= TASK INPUTS =
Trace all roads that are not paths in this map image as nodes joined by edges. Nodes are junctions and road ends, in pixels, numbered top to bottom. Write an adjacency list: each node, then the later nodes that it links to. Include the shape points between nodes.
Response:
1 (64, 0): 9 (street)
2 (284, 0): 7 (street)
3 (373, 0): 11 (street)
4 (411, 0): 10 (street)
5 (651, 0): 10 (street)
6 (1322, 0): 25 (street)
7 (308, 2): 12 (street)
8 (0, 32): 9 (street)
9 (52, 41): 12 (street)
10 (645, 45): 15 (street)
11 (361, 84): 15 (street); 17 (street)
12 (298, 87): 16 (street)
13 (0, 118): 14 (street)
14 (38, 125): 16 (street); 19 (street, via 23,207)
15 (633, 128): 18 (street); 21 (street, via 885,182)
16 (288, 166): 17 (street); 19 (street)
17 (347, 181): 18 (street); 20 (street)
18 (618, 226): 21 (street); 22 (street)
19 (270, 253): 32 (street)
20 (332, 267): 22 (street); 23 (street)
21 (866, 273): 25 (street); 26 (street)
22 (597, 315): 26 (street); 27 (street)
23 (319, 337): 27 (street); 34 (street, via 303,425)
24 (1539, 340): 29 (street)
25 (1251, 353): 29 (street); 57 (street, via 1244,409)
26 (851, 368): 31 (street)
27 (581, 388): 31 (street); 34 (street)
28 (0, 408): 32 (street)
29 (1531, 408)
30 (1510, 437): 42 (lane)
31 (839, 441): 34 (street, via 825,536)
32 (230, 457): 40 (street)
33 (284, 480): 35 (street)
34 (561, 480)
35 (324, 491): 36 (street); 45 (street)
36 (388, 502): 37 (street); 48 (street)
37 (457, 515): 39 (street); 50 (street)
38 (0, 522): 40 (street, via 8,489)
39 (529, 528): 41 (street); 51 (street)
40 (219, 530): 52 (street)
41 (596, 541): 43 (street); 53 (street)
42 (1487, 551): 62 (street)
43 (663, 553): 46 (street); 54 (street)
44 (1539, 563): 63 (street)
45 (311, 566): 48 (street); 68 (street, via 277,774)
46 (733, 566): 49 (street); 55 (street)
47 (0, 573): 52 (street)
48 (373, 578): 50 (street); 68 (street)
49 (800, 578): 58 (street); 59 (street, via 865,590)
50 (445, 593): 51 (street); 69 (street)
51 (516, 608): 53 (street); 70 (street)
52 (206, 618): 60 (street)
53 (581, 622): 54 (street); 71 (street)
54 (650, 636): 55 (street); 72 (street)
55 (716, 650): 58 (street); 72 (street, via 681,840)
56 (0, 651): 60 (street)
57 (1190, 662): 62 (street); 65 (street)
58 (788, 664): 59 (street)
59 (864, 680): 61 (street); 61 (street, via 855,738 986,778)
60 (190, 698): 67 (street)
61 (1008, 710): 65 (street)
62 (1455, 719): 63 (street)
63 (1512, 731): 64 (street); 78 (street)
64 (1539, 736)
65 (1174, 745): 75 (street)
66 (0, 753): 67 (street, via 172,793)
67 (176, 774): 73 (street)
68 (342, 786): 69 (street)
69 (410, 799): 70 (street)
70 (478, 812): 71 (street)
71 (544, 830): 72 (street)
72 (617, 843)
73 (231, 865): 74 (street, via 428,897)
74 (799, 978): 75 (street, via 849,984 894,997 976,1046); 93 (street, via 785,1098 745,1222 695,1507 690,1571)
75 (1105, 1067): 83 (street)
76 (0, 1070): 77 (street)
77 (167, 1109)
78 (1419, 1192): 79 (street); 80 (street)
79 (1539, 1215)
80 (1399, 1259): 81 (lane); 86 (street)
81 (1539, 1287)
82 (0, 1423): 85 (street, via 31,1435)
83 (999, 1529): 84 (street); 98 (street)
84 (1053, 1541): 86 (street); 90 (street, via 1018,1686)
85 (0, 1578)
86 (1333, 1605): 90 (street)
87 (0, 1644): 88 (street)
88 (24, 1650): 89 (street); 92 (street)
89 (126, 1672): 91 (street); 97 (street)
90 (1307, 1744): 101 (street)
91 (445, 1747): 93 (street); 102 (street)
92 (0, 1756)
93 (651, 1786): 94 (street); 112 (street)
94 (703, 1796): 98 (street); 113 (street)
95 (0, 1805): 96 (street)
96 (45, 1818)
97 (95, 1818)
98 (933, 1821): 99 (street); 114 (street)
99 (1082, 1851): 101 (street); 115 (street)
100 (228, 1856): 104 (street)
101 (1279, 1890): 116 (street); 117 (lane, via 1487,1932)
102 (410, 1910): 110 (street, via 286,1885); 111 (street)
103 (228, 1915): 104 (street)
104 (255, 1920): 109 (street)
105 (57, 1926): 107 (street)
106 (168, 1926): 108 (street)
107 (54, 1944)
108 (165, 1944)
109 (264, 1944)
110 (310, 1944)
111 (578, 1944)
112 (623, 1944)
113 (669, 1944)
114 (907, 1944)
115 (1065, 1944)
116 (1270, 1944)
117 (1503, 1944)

= EXERCISE GOAL =
Only the lines holding the string "lane" are needed; copy each of them from the material above.

= RESPONSE =
30 (1510, 437): 42 (lane)
80 (1399, 1259): 81 (lane); 86 (street)
101 (1279, 1890): 116 (street); 117 (lane, via 1487,1932)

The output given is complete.